Task:
State the count of lines below featuring the word "them", and write nothing further.

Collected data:
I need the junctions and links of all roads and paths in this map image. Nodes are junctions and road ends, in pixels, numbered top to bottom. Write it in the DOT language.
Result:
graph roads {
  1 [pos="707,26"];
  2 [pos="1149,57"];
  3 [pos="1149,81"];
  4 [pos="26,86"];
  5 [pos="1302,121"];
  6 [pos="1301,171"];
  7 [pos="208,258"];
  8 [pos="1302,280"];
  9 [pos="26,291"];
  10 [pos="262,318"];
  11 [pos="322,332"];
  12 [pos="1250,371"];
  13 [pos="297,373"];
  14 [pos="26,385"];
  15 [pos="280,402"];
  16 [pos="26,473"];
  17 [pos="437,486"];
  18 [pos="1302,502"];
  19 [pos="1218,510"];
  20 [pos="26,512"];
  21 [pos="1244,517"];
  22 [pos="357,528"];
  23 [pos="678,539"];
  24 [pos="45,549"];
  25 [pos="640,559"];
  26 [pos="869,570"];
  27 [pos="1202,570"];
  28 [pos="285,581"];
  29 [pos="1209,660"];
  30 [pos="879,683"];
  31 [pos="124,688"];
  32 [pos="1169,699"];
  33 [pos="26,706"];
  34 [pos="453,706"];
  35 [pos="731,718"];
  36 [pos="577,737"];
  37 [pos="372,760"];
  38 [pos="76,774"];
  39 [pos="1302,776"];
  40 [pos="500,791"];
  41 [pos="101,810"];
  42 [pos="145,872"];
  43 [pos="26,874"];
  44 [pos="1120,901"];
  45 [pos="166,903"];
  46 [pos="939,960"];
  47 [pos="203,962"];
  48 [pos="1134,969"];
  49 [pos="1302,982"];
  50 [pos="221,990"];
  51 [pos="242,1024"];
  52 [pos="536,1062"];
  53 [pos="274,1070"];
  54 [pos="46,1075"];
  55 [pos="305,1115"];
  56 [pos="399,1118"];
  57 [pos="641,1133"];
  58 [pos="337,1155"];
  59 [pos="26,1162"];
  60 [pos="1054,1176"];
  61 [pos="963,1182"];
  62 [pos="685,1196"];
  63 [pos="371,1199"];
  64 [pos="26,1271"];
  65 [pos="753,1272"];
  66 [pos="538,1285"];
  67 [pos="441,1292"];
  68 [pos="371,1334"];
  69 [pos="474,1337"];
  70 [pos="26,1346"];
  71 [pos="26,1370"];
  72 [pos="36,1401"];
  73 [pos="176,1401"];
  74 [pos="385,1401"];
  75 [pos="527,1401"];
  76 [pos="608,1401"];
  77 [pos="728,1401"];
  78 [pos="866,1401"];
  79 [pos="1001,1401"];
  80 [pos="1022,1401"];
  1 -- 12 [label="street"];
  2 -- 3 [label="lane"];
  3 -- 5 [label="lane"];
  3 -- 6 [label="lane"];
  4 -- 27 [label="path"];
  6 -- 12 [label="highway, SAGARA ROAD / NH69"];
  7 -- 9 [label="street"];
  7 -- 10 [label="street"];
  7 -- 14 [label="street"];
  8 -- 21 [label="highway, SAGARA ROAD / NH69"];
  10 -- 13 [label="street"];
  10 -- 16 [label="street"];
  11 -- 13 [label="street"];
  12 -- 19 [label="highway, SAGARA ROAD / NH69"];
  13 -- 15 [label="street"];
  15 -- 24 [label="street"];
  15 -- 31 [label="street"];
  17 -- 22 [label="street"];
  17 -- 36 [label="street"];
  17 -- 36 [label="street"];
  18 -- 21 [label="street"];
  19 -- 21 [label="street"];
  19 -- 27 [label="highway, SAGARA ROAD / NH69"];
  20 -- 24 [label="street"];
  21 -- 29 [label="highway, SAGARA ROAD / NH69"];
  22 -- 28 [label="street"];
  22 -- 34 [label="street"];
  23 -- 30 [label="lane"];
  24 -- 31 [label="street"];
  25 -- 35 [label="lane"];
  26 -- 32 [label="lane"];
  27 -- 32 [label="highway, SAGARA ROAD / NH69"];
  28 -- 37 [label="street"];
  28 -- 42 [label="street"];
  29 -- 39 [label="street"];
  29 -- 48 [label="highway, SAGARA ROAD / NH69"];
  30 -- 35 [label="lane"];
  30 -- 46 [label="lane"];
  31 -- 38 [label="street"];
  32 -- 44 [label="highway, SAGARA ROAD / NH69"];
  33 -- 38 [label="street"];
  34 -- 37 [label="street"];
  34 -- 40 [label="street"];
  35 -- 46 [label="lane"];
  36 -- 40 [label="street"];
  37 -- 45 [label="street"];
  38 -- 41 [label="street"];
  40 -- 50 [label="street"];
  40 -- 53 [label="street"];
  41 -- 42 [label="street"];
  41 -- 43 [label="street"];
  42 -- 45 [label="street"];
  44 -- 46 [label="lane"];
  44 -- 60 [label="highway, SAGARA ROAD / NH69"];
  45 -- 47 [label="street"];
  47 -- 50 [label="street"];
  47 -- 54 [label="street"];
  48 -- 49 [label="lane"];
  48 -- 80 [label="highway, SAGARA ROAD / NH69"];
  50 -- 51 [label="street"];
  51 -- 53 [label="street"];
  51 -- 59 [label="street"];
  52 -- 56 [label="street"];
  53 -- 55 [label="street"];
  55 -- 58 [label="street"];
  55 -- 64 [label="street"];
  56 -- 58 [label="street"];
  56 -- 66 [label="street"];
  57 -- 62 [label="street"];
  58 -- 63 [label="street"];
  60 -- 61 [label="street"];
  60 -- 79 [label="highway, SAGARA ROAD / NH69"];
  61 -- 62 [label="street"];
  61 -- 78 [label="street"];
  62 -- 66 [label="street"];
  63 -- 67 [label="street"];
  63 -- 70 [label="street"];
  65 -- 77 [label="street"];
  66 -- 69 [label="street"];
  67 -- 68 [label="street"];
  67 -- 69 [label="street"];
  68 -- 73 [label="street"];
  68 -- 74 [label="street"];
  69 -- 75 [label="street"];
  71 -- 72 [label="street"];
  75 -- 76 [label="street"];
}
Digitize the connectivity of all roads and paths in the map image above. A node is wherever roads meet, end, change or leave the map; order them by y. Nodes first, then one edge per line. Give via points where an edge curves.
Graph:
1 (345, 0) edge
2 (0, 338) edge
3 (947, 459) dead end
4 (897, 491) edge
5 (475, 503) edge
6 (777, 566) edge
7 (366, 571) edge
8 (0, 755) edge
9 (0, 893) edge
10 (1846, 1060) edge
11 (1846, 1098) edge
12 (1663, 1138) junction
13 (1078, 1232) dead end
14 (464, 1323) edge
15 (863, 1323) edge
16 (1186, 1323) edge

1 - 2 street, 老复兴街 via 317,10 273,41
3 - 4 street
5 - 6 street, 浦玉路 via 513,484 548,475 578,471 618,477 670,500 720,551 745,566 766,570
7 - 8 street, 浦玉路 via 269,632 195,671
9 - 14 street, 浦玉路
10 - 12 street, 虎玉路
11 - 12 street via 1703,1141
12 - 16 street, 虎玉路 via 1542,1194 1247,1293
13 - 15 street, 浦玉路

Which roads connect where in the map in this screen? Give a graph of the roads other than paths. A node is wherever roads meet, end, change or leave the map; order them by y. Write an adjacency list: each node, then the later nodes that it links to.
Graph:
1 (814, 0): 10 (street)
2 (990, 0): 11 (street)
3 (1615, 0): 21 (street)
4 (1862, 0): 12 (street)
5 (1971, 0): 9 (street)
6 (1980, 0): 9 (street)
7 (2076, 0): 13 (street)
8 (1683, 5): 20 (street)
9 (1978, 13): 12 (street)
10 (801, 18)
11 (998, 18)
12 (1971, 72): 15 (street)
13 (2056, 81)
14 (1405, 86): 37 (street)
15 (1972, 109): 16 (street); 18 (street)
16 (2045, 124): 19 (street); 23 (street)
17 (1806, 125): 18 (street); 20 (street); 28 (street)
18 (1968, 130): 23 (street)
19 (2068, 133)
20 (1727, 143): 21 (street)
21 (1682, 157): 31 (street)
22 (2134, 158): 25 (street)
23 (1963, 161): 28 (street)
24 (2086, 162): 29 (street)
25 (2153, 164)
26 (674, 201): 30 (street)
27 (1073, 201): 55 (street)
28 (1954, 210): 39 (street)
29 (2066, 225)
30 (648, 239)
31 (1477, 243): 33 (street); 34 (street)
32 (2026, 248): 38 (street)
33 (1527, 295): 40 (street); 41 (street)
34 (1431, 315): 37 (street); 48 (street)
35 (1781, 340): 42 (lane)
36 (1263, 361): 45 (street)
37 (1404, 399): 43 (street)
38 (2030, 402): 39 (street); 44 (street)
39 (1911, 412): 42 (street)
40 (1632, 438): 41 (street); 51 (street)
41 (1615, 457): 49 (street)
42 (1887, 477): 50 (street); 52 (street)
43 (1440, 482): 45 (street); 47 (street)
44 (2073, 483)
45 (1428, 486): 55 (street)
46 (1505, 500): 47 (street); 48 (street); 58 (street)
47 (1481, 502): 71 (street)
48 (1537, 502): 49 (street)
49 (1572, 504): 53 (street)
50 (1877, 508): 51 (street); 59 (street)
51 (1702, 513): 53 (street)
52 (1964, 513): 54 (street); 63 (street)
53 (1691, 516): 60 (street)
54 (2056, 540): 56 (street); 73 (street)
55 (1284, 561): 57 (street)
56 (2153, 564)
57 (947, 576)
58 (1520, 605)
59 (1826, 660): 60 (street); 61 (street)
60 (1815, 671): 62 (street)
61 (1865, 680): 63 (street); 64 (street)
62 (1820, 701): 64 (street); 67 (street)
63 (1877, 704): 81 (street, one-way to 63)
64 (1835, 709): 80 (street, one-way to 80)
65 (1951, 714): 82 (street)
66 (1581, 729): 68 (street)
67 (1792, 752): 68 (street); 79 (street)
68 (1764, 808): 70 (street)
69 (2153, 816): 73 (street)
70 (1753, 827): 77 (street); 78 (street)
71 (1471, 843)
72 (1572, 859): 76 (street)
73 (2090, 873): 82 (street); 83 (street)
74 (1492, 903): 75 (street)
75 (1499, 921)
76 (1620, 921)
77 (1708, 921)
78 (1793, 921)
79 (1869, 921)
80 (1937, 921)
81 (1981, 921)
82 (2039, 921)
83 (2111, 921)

Result of the task:
2